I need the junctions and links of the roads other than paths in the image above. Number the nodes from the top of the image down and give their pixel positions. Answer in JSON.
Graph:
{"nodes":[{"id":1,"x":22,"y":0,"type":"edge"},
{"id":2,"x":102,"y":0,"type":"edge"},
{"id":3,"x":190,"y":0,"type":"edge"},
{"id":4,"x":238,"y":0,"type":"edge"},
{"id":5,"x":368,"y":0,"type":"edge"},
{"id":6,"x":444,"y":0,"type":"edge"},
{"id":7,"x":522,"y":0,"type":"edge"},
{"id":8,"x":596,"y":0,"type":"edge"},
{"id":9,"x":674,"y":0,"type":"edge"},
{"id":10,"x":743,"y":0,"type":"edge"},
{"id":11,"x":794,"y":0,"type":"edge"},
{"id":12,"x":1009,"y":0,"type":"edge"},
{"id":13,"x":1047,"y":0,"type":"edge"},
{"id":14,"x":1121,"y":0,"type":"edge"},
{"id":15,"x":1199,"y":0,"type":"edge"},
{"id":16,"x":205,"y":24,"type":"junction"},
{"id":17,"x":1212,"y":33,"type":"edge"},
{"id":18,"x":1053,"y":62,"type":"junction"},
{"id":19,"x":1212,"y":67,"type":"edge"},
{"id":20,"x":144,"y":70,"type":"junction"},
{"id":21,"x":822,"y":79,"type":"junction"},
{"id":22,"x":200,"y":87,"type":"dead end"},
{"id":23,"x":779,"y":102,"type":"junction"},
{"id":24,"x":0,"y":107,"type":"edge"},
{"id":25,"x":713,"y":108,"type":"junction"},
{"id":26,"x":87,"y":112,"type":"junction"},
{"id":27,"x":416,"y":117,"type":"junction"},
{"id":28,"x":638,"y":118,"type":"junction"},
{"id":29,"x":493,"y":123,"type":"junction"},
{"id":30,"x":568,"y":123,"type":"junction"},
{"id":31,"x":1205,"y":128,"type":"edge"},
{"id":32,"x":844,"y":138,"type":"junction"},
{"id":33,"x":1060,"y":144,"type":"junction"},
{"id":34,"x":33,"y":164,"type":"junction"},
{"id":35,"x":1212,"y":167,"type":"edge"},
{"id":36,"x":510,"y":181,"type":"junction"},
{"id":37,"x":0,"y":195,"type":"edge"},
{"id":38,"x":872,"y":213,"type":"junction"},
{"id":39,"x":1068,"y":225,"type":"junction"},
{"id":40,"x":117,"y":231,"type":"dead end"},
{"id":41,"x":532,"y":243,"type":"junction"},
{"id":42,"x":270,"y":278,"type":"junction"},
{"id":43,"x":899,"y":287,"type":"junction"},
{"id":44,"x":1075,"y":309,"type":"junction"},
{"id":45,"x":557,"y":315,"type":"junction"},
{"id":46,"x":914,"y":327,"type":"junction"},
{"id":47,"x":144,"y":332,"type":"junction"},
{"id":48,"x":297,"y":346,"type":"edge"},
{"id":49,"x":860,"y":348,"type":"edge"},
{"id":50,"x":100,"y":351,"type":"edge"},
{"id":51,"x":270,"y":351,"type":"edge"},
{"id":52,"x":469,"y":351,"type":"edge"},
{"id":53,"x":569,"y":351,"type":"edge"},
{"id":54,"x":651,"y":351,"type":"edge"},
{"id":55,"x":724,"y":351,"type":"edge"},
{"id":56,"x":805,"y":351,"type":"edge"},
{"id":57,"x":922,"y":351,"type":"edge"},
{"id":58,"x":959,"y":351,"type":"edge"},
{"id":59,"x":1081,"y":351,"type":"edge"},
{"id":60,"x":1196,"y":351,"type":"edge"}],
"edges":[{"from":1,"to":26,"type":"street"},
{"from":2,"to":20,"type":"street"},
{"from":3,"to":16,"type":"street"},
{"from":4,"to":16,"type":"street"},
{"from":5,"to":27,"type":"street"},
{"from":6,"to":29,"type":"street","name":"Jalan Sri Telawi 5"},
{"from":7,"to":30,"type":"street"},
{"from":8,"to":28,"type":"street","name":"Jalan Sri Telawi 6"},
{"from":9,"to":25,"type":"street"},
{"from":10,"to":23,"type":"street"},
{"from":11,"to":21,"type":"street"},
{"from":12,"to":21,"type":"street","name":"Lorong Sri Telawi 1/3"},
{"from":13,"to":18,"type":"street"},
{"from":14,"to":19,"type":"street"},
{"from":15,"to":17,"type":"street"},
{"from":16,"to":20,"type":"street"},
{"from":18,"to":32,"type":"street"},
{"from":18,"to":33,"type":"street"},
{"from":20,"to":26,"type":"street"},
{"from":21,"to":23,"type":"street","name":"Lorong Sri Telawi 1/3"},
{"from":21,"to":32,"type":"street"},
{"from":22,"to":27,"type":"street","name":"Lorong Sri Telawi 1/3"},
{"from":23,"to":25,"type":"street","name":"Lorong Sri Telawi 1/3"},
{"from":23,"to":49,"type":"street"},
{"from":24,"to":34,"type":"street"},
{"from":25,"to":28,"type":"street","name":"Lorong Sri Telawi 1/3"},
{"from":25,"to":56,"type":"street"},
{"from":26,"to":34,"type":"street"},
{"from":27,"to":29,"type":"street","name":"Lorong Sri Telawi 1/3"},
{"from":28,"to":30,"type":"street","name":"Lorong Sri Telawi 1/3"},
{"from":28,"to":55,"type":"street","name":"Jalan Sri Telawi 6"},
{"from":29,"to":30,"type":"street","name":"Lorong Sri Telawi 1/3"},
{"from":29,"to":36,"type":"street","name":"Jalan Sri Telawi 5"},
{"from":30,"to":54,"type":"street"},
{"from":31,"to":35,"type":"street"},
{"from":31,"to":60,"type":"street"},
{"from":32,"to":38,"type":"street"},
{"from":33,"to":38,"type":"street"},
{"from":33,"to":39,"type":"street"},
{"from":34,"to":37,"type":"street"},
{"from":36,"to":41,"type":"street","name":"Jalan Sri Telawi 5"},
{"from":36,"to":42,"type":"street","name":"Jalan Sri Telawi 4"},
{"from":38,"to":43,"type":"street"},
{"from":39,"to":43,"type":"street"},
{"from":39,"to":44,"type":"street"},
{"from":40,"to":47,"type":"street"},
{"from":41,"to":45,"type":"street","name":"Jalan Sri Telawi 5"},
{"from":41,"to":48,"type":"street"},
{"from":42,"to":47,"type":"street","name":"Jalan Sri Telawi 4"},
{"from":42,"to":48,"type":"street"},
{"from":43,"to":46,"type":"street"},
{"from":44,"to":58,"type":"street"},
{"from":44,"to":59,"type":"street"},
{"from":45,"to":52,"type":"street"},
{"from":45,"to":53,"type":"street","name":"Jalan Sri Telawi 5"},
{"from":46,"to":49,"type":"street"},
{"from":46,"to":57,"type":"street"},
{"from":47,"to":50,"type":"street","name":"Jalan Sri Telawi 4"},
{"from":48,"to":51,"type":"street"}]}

============================================================

**Your instructions**
Return each entry above exactly, leaving none out.

**Result of the task**
I need the junctions and links of the roads other than paths in the image above. Number the nodes from the top of the image down and give their pixel positions. Answer in JSON.
Graph:
{"nodes":[{"id":1,"x":22,"y":0,"type":"edge"},
{"id":2,"x":102,"y":0,"type":"edge"},
{"id":3,"x":190,"y":0,"type":"edge"},
{"id":4,"x":238,"y":0,"type":"edge"},
{"id":5,"x":368,"y":0,"type":"edge"},
{"id":6,"x":444,"y":0,"type":"edge"},
{"id":7,"x":522,"y":0,"type":"edge"},
{"id":8,"x":596,"y":0,"type":"edge"},
{"id":9,"x":674,"y":0,"type":"edge"},
{"id":10,"x":743,"y":0,"type":"edge"},
{"id":11,"x":794,"y":0,"type":"edge"},
{"id":12,"x":1009,"y":0,"type":"edge"},
{"id":13,"x":1047,"y":0,"type":"edge"},
{"id":14,"x":1121,"y":0,"type":"edge"},
{"id":15,"x":1199,"y":0,"type":"edge"},
{"id":16,"x":205,"y":24,"type":"junction"},
{"id":17,"x":1212,"y":33,"type":"edge"},
{"id":18,"x":1053,"y":62,"type":"junction"},
{"id":19,"x":1212,"y":67,"type":"edge"},
{"id":20,"x":144,"y":70,"type":"junction"},
{"id":21,"x":822,"y":79,"type":"junction"},
{"id":22,"x":200,"y":87,"type":"dead end"},
{"id":23,"x":779,"y":102,"type":"junction"},
{"id":24,"x":0,"y":107,"type":"edge"},
{"id":25,"x":713,"y":108,"type":"junction"},
{"id":26,"x":87,"y":112,"type":"junction"},
{"id":27,"x":416,"y":117,"type":"junction"},
{"id":28,"x":638,"y":118,"type":"junction"},
{"id":29,"x":493,"y":123,"type":"junction"},
{"id":30,"x":568,"y":123,"type":"junction"},
{"id":31,"x":1205,"y":128,"type":"edge"},
{"id":32,"x":844,"y":138,"type":"junction"},
{"id":33,"x":1060,"y":144,"type":"junction"},
{"id":34,"x":33,"y":164,"type":"junction"},
{"id":35,"x":1212,"y":167,"type":"edge"},
{"id":36,"x":510,"y":181,"type":"junction"},
{"id":37,"x":0,"y":195,"type":"edge"},
{"id":38,"x":872,"y":213,"type":"junction"},
{"id":39,"x":1068,"y":225,"type":"junction"},
{"id":40,"x":117,"y":231,"type":"dead end"},
{"id":41,"x":532,"y":243,"type":"junction"},
{"id":42,"x":270,"y":278,"type":"junction"},
{"id":43,"x":899,"y":287,"type":"junction"},
{"id":44,"x":1075,"y":309,"type":"junction"},
{"id":45,"x":557,"y":315,"type":"junction"},
{"id":46,"x":914,"y":327,"type":"junction"},
{"id":47,"x":144,"y":332,"type":"junction"},
{"id":48,"x":297,"y":346,"type":"edge"},
{"id":49,"x":860,"y":348,"type":"edge"},
{"id":50,"x":100,"y":351,"type":"edge"},
{"id":51,"x":270,"y":351,"type":"edge"},
{"id":52,"x":469,"y":351,"type":"edge"},
{"id":53,"x":569,"y":351,"type":"edge"},
{"id":54,"x":651,"y":351,"type":"edge"},
{"id":55,"x":724,"y":351,"type":"edge"},
{"id":56,"x":805,"y":351,"type":"edge"},
{"id":57,"x":922,"y":351,"type":"edge"},
{"id":58,"x":959,"y":351,"type":"edge"},
{"id":59,"x":1081,"y":351,"type":"edge"},
{"id":60,"x":1196,"y":351,"type":"edge"}],
"edges":[{"from":1,"to":26,"type":"street"},
{"from":2,"to":20,"type":"street"},
{"from":3,"to":16,"type":"street"},
{"from":4,"to":16,"type":"street"},
{"from":5,"to":27,"type":"street"},
{"from":6,"to":29,"type":"street","name":"Jalan Sri Telawi 5"},
{"from":7,"to":30,"type":"street"},
{"from":8,"to":28,"type":"street","name":"Jalan Sri Telawi 6"},
{"from":9,"to":25,"type":"street"},
{"from":10,"to":23,"type":"street"},
{"from":11,"to":21,"type":"street"},
{"from":12,"to":21,"type":"street","name":"Lorong Sri Telawi 1/3"},
{"from":13,"to":18,"type":"street"},
{"from":14,"to":19,"type":"street"},
{"from":15,"to":17,"type":"street"},
{"from":16,"to":20,"type":"street"},
{"from":18,"to":32,"type":"street"},
{"from":18,"to":33,"type":"street"},
{"from":20,"to":26,"type":"street"},
{"from":21,"to":23,"type":"street","name":"Lorong Sri Telawi 1/3"},
{"from":21,"to":32,"type":"street"},
{"from":22,"to":27,"type":"street","name":"Lorong Sri Telawi 1/3"},
{"from":23,"to":25,"type":"street","name":"Lorong Sri Telawi 1/3"},
{"from":23,"to":49,"type":"street"},
{"from":24,"to":34,"type":"street"},
{"from":25,"to":28,"type":"street","name":"Lorong Sri Telawi 1/3"},
{"from":25,"to":56,"type":"street"},
{"from":26,"to":34,"type":"street"},
{"from":27,"to":29,"type":"street","name":"Lorong Sri Telawi 1/3"},
{"from":28,"to":30,"type":"street","name":"Lorong Sri Telawi 1/3"},
{"from":28,"to":55,"type":"street","name":"Jalan Sri Telawi 6"},
{"from":29,"to":30,"type":"street","name":"Lorong Sri Telawi 1/3"},
{"from":29,"to":36,"type":"street","name":"Jalan Sri Telawi 5"},
{"from":30,"to":54,"type":"street"},
{"from":31,"to":35,"type":"street"},
{"from":31,"to":60,"type":"street"},
{"from":32,"to":38,"type":"street"},
{"from":33,"to":38,"type":"street"},
{"from":33,"to":39,"type":"street"},
{"from":34,"to":37,"type":"street"},
{"from":36,"to":41,"type":"street","name":"Jalan Sri Telawi 5"},
{"from":36,"to":42,"type":"street","name":"Jalan Sri Telawi 4"},
{"from":38,"to":43,"type":"street"},
{"from":39,"to":43,"type":"street"},
{"from":39,"to":44,"type":"street"},
{"from":40,"to":47,"type":"street"},
{"from":41,"to":45,"type":"street","name":"Jalan Sri Telawi 5"},
{"from":41,"to":48,"type":"street"},
{"from":42,"to":47,"type":"street","name":"Jalan Sri Telawi 4"},
{"from":42,"to":48,"type":"street"},
{"from":43,"to":46,"type":"street"},
{"from":44,"to":58,"type":"street"},
{"from":44,"to":59,"type":"street"},
{"from":45,"to":52,"type":"street"},
{"from":45,"to":53,"type":"street","name":"Jalan Sri Telawi 5"},
{"from":46,"to":49,"type":"street"},
{"from":46,"to":57,"type":"street"},
{"from":47,"to":50,"type":"street","name":"Jalan Sri Telawi 4"},
{"from":48,"to":51,"type":"street"}]}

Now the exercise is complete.